What Water Does in Your Body
Water plays a role in nearly every bodily function you can think of. It helps your digestive system break down food and absorb nutrients so your body can use them for energy. Water cushions and lubricates your joints, which is especially important when you are running, jumping, or playing sports. Your blood, which is mostly water, carries oxygen and nutrients to every cell in your body. Water also helps regulate your body temperature through sweat, keeping you cool during exercise or hot weather.
How Much Water Do You Need?
The amount of water you need depends on your age, size, and how active you are. Children ages 9 to 13 generally need about 5 to 8 cups, or roughly 1.2 to 2 liters, of water per day. During hot weather or intense physical activity, your body loses more water through sweat, so you need to drink even more to keep up. Fruits, vegetables, and soups also contain water that counts toward your daily intake. Paying attention to your body’s signals and drinking regularly throughout the day is more effective than trying to drink a large amount all at once.

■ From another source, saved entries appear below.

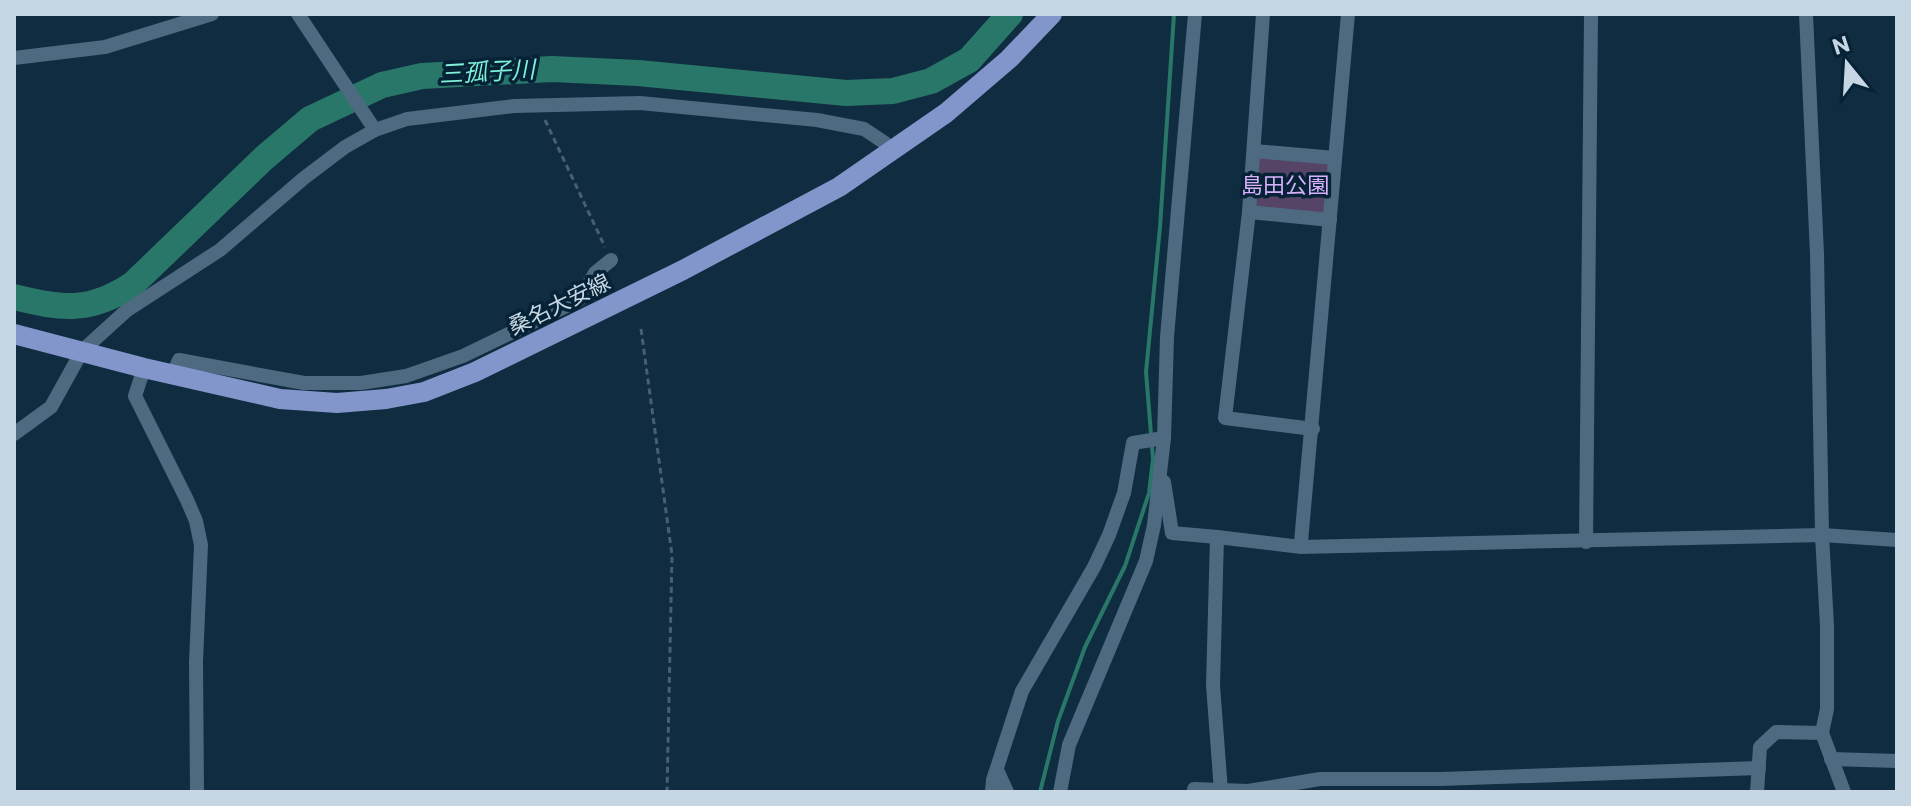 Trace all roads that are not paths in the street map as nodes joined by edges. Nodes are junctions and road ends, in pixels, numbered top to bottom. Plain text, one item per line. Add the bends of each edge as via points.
1 (212, 14) edge
2 (298, 14) edge
3 (1052, 14) edge
4 (1195, 14) edge
5 (1263, 14) edge
6 (1348, 14) edge
7 (1591, 14) edge
8 (1806, 14) edge
9 (14, 58) edge
10 (373, 127) junction
11 (1254, 151) junction
12 (891, 154) junction
13 (1335, 158) junction
14 (1249, 212) junction
15 (1330, 220) junction
16 (611, 260) road end
17 (14, 334) edge
18 (82, 351) junction
19 (144, 368) junction
20 (173, 374) junction
21 (1313, 429) junction
22 (14, 434) edge
23 (1161, 438) junction
24 (1162, 466) junction
25 (1822, 535) junction
26 (1217, 537) junction
27 (1897, 540) edge
28 (1301, 542) dead end
29 (1586, 542) junction
30 (1822, 733) junction
31 (1831, 759) junction
32 (1897, 761) edge
33 (1759, 768) junction
34 (997, 770) junction
35 (1441, 786) edge
36 (1299, 787) edge
37 (1221, 791) edge
38 (197, 792) edge
39 (992, 792) edge
40 (1007, 792) edge
41 (1060, 792) edge
42 (1194, 792) edge
43 (1757, 792) edge
44 (1844, 792) edge

1 - 9 street via 105,47
2 - 10 street
3 - 12 main road, 桑名大安線 via 1009,59
4 - 23 street
5 - 11 street
6 - 13 street
7 - 29 street
8 - 25 street
10 - 12 street via 500,107 640,103 864,129
10 - 18 street via 220,250 126,311
11 - 13 street
11 - 14 street
12 - 20 main road, 桑名大安線 via 711,256 424,392 337,403 280,399
13 - 15 street
14 - 15 street
14 - 21 street via 1225,418
15 - 21 street
16 - 20 street via 595,273 579,300 463,356 406,376 304,383 179,360
17 - 18 main road, 桑名大安線
18 - 19 main road, 桑名大安線
18 - 22 street via 51,407
19 - 20 main road, 桑名大安線
19 - 38 street via 135,396 187,500 201,545
21 - 28 street
23 - 24 street
23 - 34 street via 1133,443 1109,535 1022,691
24 - 26 street via 1172,533
24 - 41 street via 1146,561 1069,745
25 - 27 street
25 - 29 street
25 - 30 street via 1827,709
26 - 29 street via 1301,547
26 - 37 street via 1213,685
30 - 31 street
30 - 33 street via 1776,732 1760,747
31 - 32 street
31 - 44 street
33 - 35 street
33 - 43 street
34 - 39 street
34 - 40 street
35 - 36 street via 1320,779
36 - 37 street
37 - 42 street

How to Check Your Hydration
The easiest way to check whether you are drinking enough water is to look at the color of your urine. Pale yellow, like the color of lemonade, means you are well-hydrated and your body has enough water. Dark yellow or amber-colored urine is a sign that you need to drink more water soon. If your urine is completely clear, you may actually be drinking too much, which can dilute important minerals in your body. Other signs of dehydration include feeling thirsty, having a dry mouth, feeling tired, and getting headaches.
Thirst, Hunger, and Hydration
Many people confuse thirst with hunger because the signals can feel similar. When you think you are hungry between meals, try drinking a glass of water first and waiting a few minutes to see if the feeling goes away. This simple habit can prevent unnecessary snacking and help you stay properly hydrated at the same time. Dehydration can also affect your mood and ability to concentrate, so if you are feeling cranky or having trouble focusing at school, a drink of water might be exactly what you need. Keeping a water bottle nearby makes it easy to sip throughout the day.
Drinks That Help and Hurt
While water is the best choice for staying hydrated, other beverages can help or hurt your hydration levels. Milk, 100 percent fruit juice, and herbal teas all contribute to your daily water intake. However, caffeinated drinks like sodas and energy drinks can actually work against hydration because caffeine is a mild diuretic, which means it causes your body to lose water more quickly. Sugary drinks also add extra calories without providing the nutrients your body needs. Making water your go-to drink is the healthiest choice for keeping your body properly hydrated.
Building Hydration Habits
Like any healthy habit, staying hydrated gets easier when you build it into your daily routine. Carrying a reusable water bottle with you to school and activities serves as a constant reminder to drink. Setting small goals, like finishing one bottle by lunch and another by dinner, helps you track your progress. Drinking a glass of water with every meal is an easy habit to remember. Eating water-rich foods like watermelon, cucumbers, oranges, and strawberries adds to your hydration without any extra effort.
Staying hydrated has a direct impact on how well you perform in school and in sports. Even mild dehydration, losing just 1 to 2 percent of your body’s water, can reduce your ability to concentrate, slow your reaction time, and make physical activities feel harder. Athletes who drink water before, during, and after exercise perform better and recover faster than those who do not. Your brain is about 75 percent water, so keeping it hydrated helps you think more clearly, remember what you have learned, and stay in a positive mood throughout the day.